Uitspraak
RECHTBANK ROTTERDAM
1.De procedure
- de dagvaarding van 7 december 2023, met bijlagen;
- het antwoord, met bijlagen;
- de door Beterwerkt ter zitting voorgedragen ‘conclusie van repliek’, met bijlagen;
- de spreekaantekeningen van [gedaagde] .
Rechtbank Rotterdam
In deze zaak heeft Beterwerkt B.V. een vordering ingesteld tegen een gedaagde, met het verzoek om terugbetaling van studiekosten ter hoogte van € 5.551,48, vermeerderd met rente en buitengerechtelijke incassokosten. Beterwerkt stelt dat er op 1 februari 2023 een studieovereenkomst is gesloten, waarbij zij de kosten van een rijopleiding voor de gedaagde heeft betaald.

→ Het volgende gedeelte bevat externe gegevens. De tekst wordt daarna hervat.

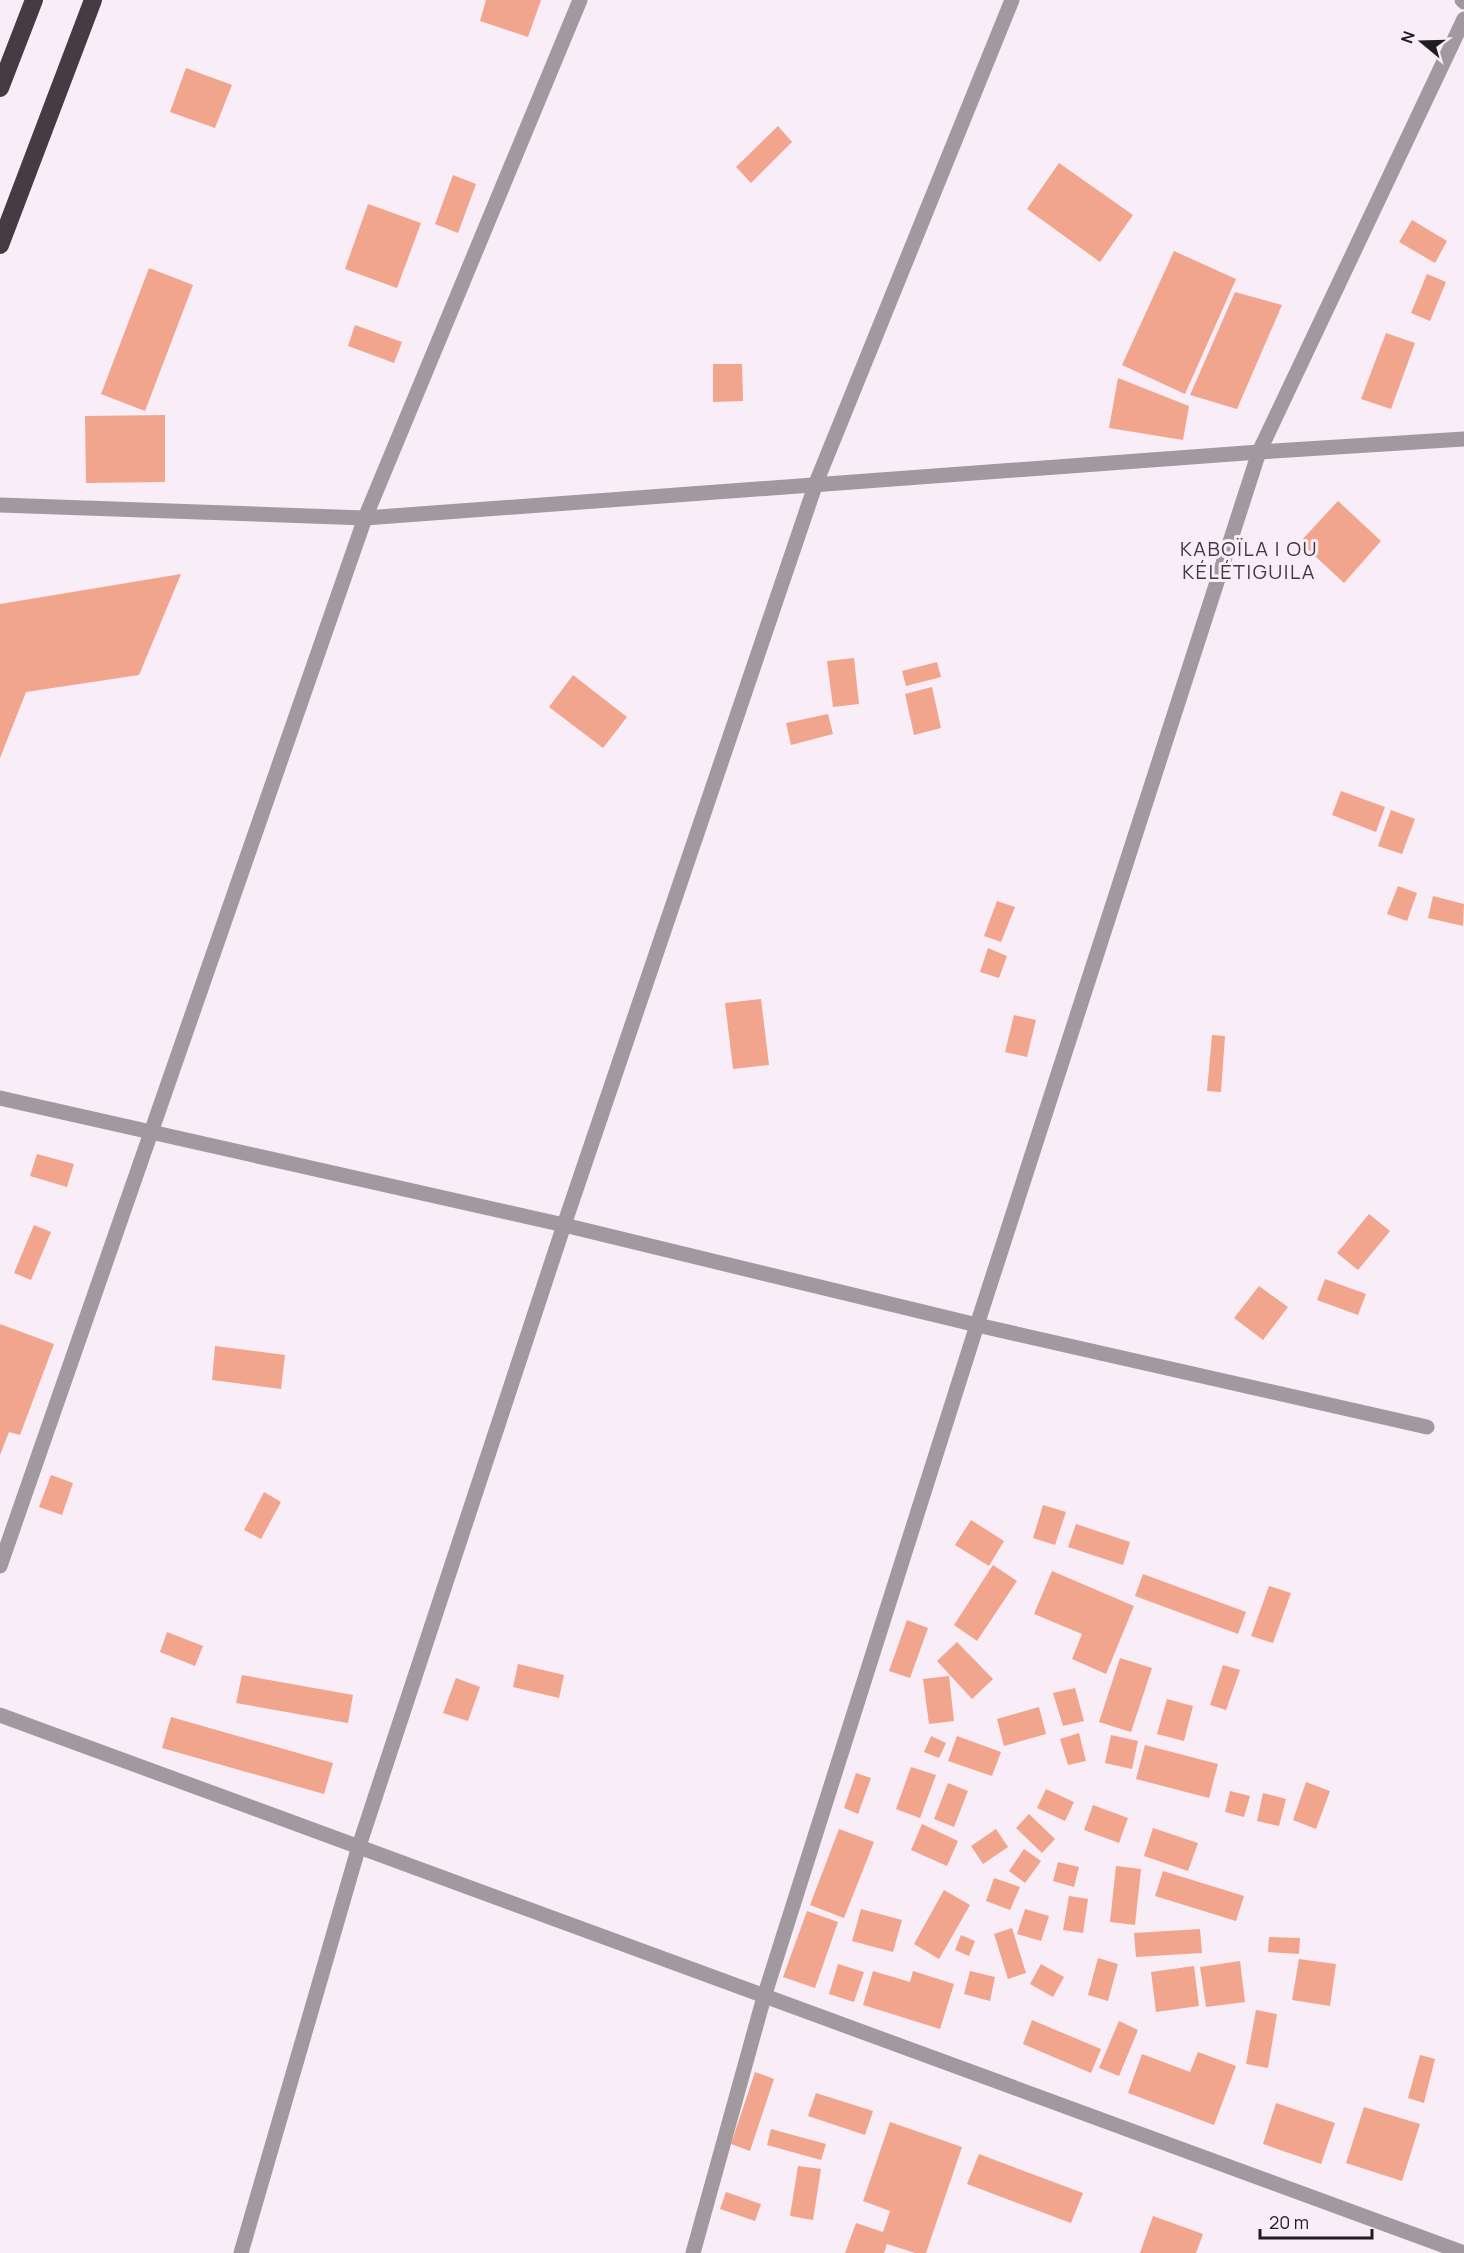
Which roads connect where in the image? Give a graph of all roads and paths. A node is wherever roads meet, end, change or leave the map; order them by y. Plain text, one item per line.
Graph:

De gedaagde betwist echter dat Beterwerkt deze kosten heeft gemaakt en stelt dat het studiekostenbeding nietig is. De kantonrechter heeft op 27 september 2024 geoordeeld dat Beterwerkt niet heeft aangetoond dat zij studiekosten voor de gedaagde heeft betaald. De kantonrechter concludeert dat er geen grond is voor de vordering van Beterwerkt, omdat het bewijs van betaling ontbreekt. De proceskosten worden toegewezen aan de gedaagde, die in deze procedure in het gelijk is gesteld. Beterwerkt moet de proceskosten van € 813,- betalen, met wettelijke rente vanaf de vijftiende dag na de datum van het vonnis. Dit vonnis is uitvoerbaar bij voorraad, wat betekent dat het onmiddellijk kan worden uitgevoerd, ook als er hoger beroep wordt aangetekend.